Stored data:
++++

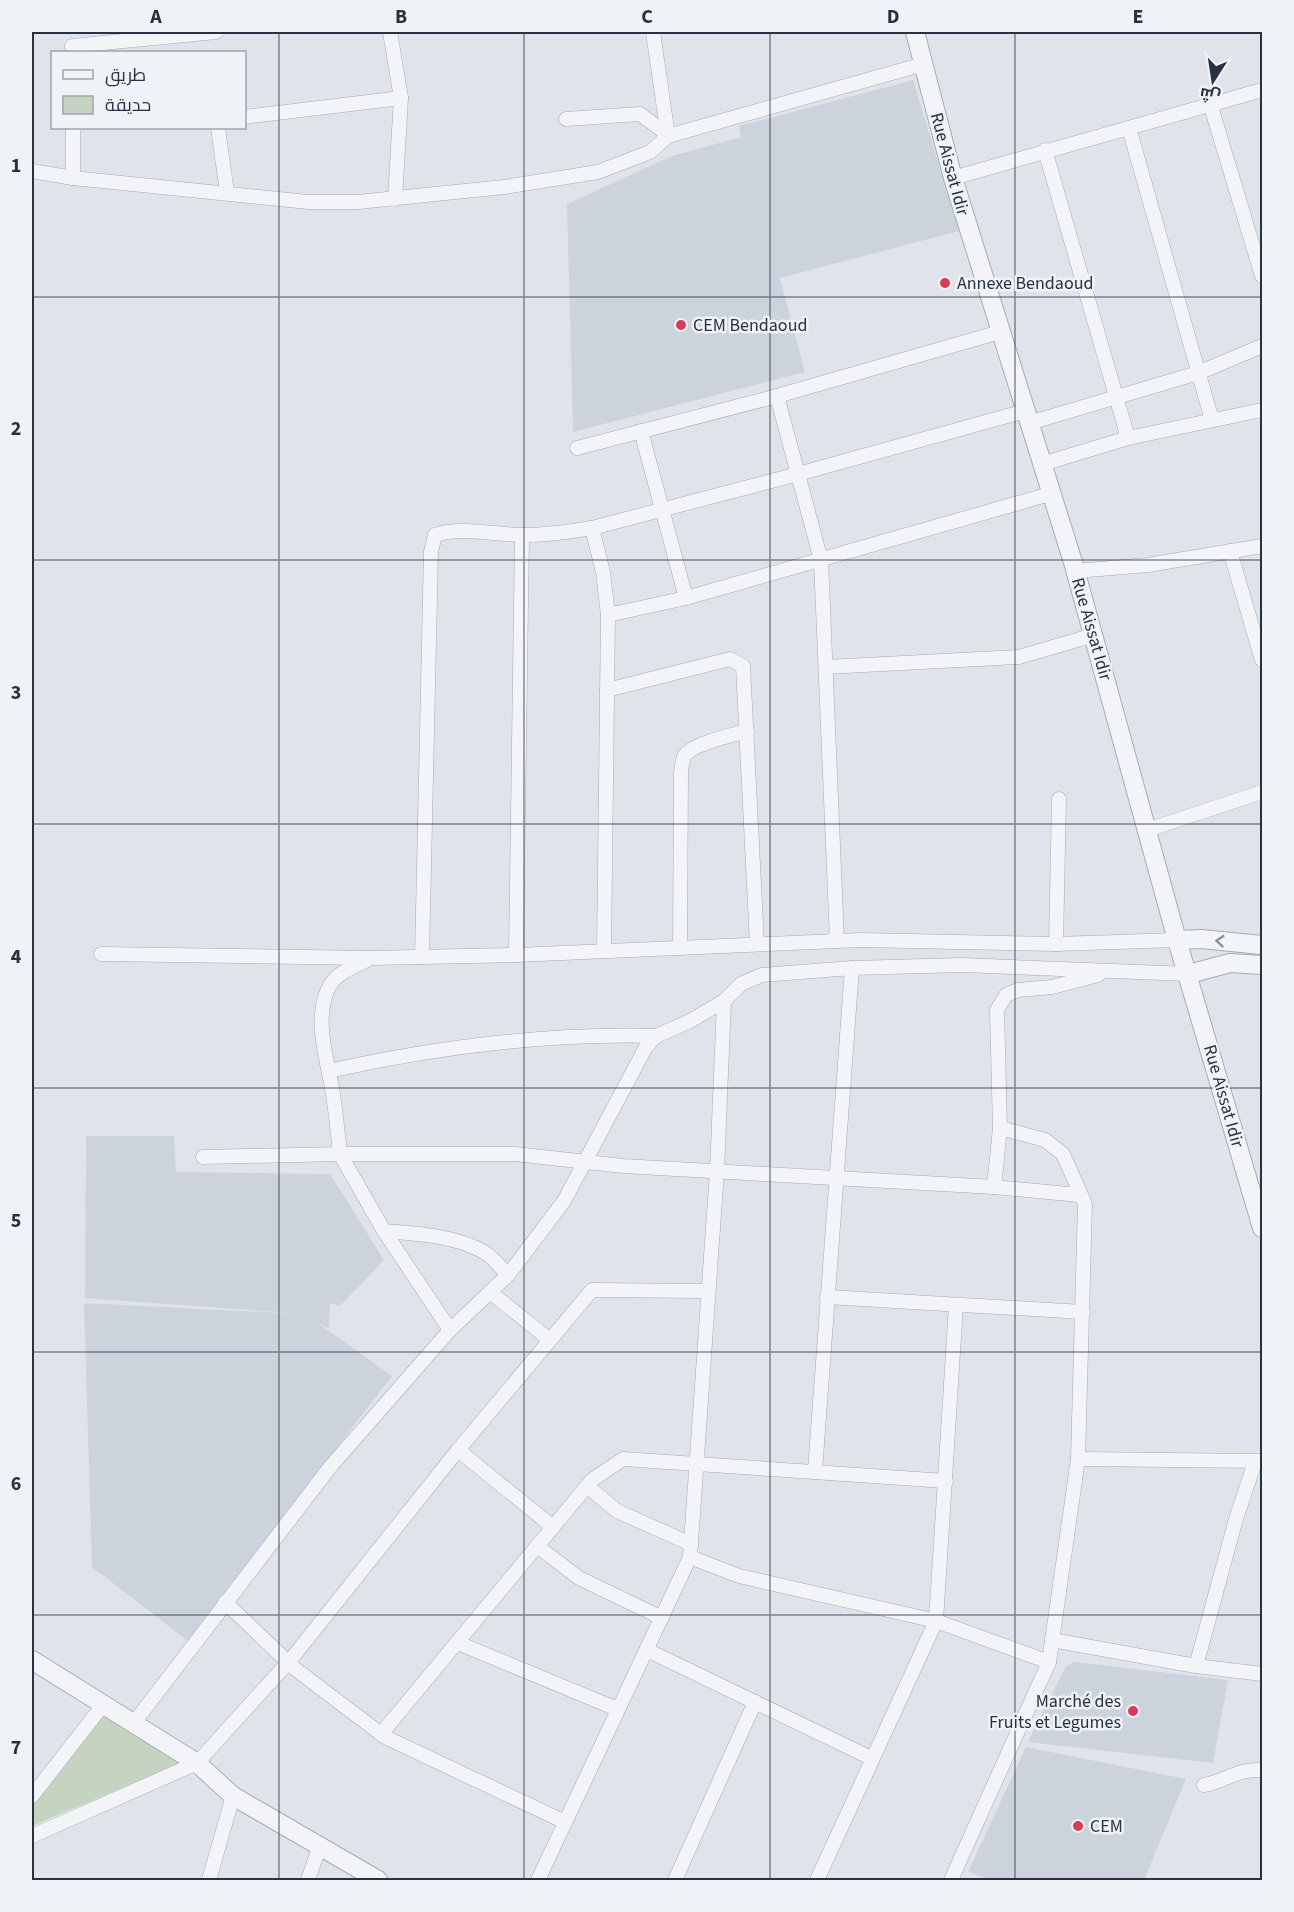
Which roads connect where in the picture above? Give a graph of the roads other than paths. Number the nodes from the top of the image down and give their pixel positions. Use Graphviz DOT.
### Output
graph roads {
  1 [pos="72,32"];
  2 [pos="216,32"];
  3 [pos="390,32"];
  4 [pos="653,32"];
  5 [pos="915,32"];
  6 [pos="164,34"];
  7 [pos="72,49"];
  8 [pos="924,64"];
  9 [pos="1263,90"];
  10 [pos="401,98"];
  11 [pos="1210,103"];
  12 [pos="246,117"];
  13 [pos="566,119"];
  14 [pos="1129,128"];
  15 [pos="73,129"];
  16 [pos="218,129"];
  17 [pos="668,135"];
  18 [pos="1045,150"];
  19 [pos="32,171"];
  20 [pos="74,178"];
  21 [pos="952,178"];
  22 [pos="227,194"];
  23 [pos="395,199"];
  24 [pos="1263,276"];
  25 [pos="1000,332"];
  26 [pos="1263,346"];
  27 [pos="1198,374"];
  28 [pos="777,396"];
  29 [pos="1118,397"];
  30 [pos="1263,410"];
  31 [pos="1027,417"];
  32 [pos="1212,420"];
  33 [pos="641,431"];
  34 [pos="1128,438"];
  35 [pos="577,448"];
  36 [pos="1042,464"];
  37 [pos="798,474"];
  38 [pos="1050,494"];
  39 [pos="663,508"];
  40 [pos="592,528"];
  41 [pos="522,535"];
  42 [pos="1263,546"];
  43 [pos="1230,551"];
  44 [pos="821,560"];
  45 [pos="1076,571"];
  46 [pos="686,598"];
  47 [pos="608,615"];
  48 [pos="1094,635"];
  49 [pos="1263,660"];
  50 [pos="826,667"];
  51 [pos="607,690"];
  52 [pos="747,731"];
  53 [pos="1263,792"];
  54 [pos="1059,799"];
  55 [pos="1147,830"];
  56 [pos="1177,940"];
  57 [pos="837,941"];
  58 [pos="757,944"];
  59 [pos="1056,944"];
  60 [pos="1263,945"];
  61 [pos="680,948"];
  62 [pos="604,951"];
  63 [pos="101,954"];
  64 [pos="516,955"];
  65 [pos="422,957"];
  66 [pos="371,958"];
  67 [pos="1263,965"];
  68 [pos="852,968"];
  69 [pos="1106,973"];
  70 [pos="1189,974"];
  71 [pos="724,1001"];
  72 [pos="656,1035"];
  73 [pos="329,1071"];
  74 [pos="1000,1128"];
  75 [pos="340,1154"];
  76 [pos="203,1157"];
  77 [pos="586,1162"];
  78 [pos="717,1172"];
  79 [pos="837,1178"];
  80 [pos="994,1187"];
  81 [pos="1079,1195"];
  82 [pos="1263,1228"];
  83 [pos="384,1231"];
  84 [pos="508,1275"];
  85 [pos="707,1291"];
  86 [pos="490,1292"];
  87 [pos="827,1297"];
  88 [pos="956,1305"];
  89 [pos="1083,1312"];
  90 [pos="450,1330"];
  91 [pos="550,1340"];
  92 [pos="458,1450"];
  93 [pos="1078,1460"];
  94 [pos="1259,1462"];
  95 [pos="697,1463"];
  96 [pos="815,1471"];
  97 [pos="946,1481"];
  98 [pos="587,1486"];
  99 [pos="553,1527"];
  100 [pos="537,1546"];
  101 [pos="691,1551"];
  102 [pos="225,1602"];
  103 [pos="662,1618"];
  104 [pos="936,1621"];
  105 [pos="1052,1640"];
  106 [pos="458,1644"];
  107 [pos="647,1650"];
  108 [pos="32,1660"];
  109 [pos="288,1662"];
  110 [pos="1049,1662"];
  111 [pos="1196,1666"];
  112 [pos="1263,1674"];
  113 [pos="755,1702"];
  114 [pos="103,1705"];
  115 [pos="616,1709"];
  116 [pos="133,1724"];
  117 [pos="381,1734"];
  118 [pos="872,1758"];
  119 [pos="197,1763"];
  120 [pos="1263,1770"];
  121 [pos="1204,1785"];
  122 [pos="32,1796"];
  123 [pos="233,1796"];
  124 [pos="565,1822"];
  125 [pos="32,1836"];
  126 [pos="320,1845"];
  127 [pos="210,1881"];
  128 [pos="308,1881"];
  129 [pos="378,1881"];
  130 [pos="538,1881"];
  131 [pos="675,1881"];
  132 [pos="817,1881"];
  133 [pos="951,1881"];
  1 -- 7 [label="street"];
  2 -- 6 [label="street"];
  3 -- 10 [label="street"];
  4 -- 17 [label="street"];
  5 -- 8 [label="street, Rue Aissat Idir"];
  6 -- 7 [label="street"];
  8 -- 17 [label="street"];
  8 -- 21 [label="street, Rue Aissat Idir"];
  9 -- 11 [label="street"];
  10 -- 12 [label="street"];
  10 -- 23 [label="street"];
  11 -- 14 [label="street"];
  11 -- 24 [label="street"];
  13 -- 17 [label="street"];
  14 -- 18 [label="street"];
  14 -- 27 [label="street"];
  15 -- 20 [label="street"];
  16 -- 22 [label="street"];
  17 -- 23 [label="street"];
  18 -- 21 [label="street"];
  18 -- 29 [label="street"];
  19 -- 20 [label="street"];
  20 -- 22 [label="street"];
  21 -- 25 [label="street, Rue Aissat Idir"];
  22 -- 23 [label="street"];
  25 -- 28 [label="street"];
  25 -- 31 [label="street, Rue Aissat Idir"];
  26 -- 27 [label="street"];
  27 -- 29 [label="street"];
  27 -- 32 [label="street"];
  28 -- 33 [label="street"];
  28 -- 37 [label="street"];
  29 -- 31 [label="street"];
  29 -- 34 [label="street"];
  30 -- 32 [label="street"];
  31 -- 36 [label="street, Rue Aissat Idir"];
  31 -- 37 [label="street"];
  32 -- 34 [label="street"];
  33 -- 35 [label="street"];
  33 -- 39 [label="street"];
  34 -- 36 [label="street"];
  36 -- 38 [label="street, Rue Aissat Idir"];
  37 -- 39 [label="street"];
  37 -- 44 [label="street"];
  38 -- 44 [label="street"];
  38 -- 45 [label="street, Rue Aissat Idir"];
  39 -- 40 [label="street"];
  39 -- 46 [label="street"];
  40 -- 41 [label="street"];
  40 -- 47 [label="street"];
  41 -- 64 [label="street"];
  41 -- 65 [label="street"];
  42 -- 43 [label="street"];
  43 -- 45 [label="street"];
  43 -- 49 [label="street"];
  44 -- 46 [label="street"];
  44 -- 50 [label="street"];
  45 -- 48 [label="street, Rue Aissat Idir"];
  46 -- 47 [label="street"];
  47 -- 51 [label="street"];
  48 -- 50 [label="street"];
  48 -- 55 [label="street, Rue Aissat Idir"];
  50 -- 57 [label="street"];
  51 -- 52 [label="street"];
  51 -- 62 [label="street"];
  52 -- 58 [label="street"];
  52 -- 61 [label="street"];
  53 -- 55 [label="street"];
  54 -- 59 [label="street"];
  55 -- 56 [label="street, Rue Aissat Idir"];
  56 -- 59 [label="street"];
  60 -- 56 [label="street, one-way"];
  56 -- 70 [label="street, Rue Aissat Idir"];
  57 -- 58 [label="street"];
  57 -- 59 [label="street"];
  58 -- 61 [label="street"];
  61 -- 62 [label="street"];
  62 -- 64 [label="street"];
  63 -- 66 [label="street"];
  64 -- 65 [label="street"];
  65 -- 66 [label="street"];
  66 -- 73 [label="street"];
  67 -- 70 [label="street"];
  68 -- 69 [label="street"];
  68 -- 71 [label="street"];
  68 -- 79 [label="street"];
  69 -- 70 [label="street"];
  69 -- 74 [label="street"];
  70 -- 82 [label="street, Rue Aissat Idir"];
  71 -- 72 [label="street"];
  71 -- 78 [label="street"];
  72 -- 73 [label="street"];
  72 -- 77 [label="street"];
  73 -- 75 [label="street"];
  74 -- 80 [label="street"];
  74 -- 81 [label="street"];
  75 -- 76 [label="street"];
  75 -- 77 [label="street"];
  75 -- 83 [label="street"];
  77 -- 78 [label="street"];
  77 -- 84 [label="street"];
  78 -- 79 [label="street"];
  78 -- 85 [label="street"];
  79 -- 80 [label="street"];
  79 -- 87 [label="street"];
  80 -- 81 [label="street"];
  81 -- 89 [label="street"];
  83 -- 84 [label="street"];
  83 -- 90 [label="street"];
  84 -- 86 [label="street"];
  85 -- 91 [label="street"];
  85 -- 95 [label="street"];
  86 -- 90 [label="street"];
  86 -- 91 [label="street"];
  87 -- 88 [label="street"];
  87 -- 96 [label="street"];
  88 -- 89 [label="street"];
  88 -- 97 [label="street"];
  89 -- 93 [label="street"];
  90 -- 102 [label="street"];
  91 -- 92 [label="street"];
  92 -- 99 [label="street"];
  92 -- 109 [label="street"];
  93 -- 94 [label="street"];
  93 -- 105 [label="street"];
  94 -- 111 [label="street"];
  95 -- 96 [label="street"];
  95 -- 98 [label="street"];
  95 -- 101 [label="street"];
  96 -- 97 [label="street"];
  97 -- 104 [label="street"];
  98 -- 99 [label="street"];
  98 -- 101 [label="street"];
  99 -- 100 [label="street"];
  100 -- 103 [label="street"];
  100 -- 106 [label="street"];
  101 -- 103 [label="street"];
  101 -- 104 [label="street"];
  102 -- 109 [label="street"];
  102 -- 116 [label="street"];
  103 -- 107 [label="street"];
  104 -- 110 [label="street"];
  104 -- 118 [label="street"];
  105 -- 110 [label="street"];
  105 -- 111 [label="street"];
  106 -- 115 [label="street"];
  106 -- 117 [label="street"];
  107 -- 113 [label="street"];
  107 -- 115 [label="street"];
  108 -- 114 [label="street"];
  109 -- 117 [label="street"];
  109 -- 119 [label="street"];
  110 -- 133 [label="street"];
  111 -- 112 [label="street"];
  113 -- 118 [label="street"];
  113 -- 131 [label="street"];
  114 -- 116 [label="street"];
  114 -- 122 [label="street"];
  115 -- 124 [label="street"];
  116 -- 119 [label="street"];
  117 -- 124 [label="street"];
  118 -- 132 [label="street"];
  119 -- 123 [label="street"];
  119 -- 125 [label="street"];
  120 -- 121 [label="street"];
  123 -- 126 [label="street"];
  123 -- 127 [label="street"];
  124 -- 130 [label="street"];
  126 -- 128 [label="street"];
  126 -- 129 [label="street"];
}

++++

**What this task involves**
From the entries above, copy each line that holds "graph".

**Solution to this exercise**
Which roads connect where in the picture above? Give a graph of the roads other than paths. Number the nodes from the top of the image down and give their pixel positions. Use Graphviz DOT.
graph roads {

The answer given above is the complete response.